Notices or communications pursuant to these Terms and Conditions shall be sent by electronic mail or in writing and shall be deemed delivered upon receipt to the party to whom such communication is directed, at the following addresses: (a) if to SiteServing, such notices shall be addressed to affiliates@siteserving.com or SiteServing, LLC, ATTN: Affiliates Group, 3126 W Cary St. #413, Richmond, VA. 23221, U.S.A. (b) if to the Affiliate, such notices shall be addressed to the electronic or mailing address specified when the Affiliate registers for participation in the Affiliate Program, or (c) such other address as either party may give the other by notice as provided above.

17.0 Entire Agreement

These Terms and Conditions constitute the entire agreement between the parties with respect to the subject matter hereof and supersedes all previous proposals, both oral and written, negotiations, representations, writings and all other communications between the parties.

18.0 Choice of Law and Forum

These Terms and Conditions shall be governed by and construed in accordance with, and all legal issues arising from or related to the Affiliate's participation in the Affiliate Program shall be determined by, the laws of the Commonwealth of Virginia without regard to its conflict of law provisions. The state courts located in Henrico County, Virginia and the federal courts of the Eastern District of Virginia shall be the exclusive forum and venue to resolve any and all disputes arising out of or relating to these Terms and Conditions or to the Affiliate's participation in the Affiliate Program. The Affiliate and SiteServing consent to personal jurisdiction and venue exclusively in the appropriate state court in Henrico County, Virginia or the United States District Court for the Eastern District of Virginia located in Richmond, Virginia.

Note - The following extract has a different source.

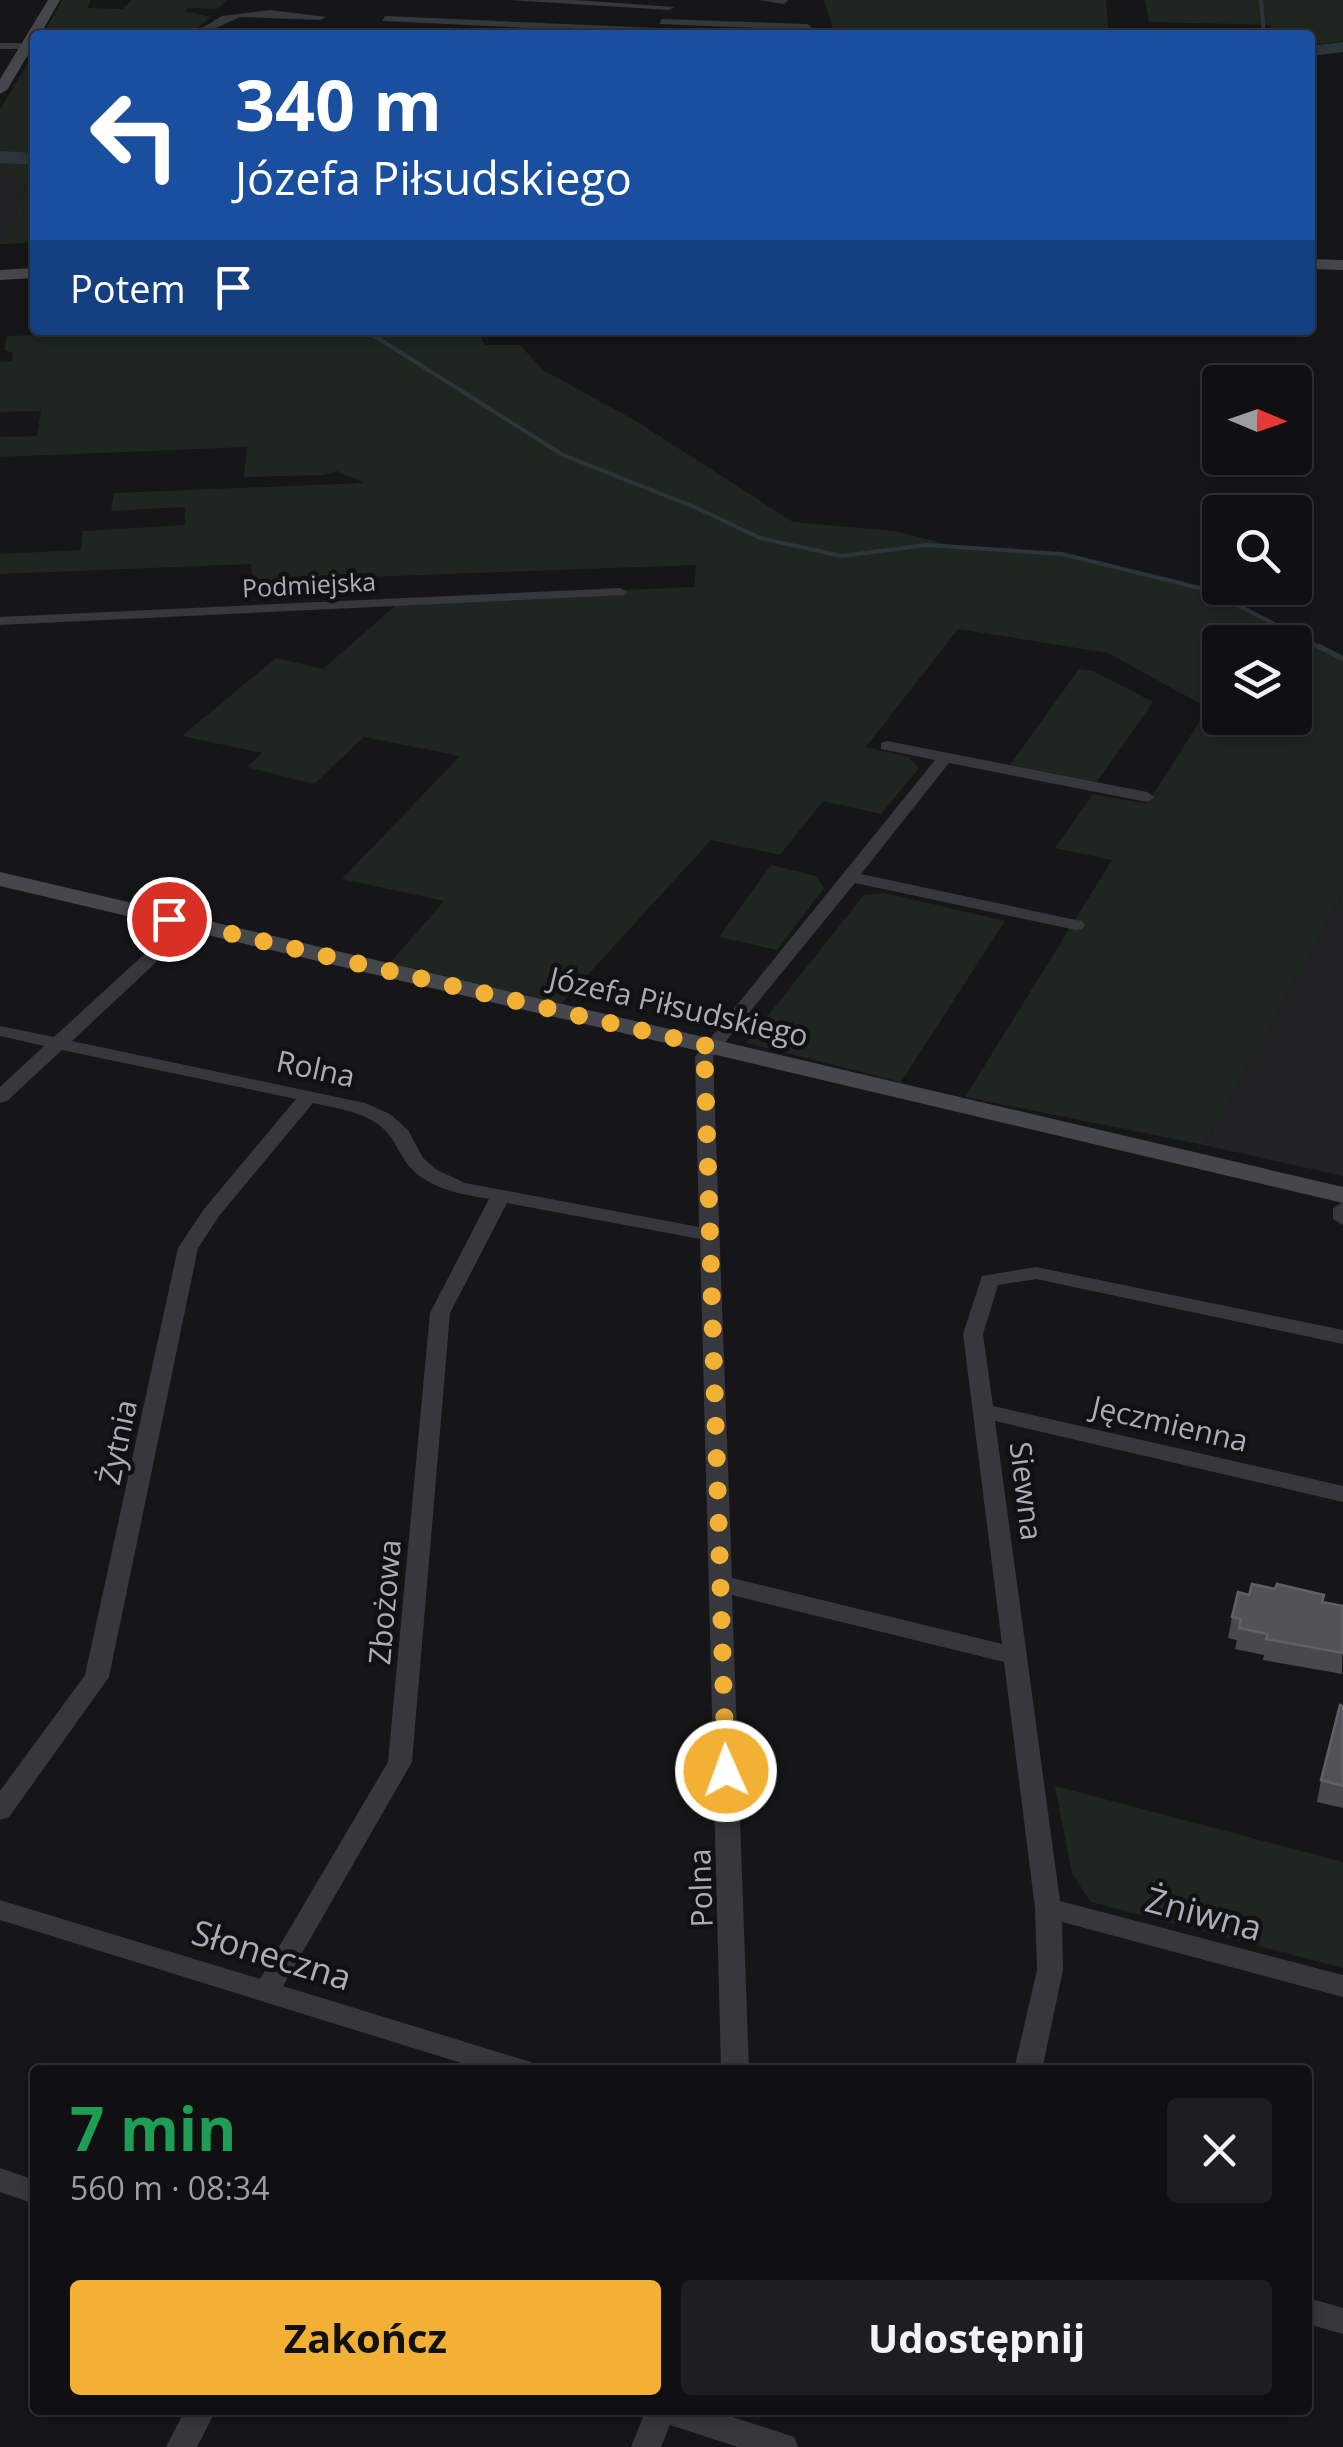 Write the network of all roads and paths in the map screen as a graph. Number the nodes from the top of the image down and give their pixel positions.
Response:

19.0 Limitation of Actions

The Affiliate agrees that regardless of any statute or law to the contrary, any claim or cause of action arising out of or related to participation in the Affiliate Program or to these Terms and Conditions must be filed within one (1) year after such claim or cause of action arose, or be forever barred.

20.0 Constructions

All headings in these Terms and Conditions are for convenience only and shall have no legal or contractual effect. Whenever the context permits, the use of a particular gender shall include the masculine, feminine and neuter genders, and any reference to the singular or the plural shall be interchangeable with the other.

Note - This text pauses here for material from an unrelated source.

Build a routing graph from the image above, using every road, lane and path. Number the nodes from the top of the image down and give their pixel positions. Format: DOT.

21.0 Relationship of Parties

SiteServing and the Affiliate are independent contractors under these Terms and Conditions, and nothing herein shall be construed to create a partnership, joint venture, agency, or employment relationship. Neither party pursuant to these Terms and Conditions has authority to enter into agreements of any kind on behalf of the other and neither party shall be considered the agent of the other. Under these Terms and Conditions, the Affiliate is contracting solely to provide advertising services for SiteServing in accordance with these Terms and Conditions.

22.0 Successors and Assigns

These Terms and Conditions shall be binding upon and inure to the benefit of the parties hereto and their respective heirs, successors, and assigns.

23.0 Coupon Usage

The Affiliate understands and agrees that coupons are provided by SiteServing directly to an affiliate. In such case where another affiliates use eachothers coupons, commissions will be awarded to the affiliate who owns the coupon. Additionally, the Affiliate expressly agrees that SiteServing reserves the right without prior notice to revoke any or all coupons issued to a specific affiliate at anytime.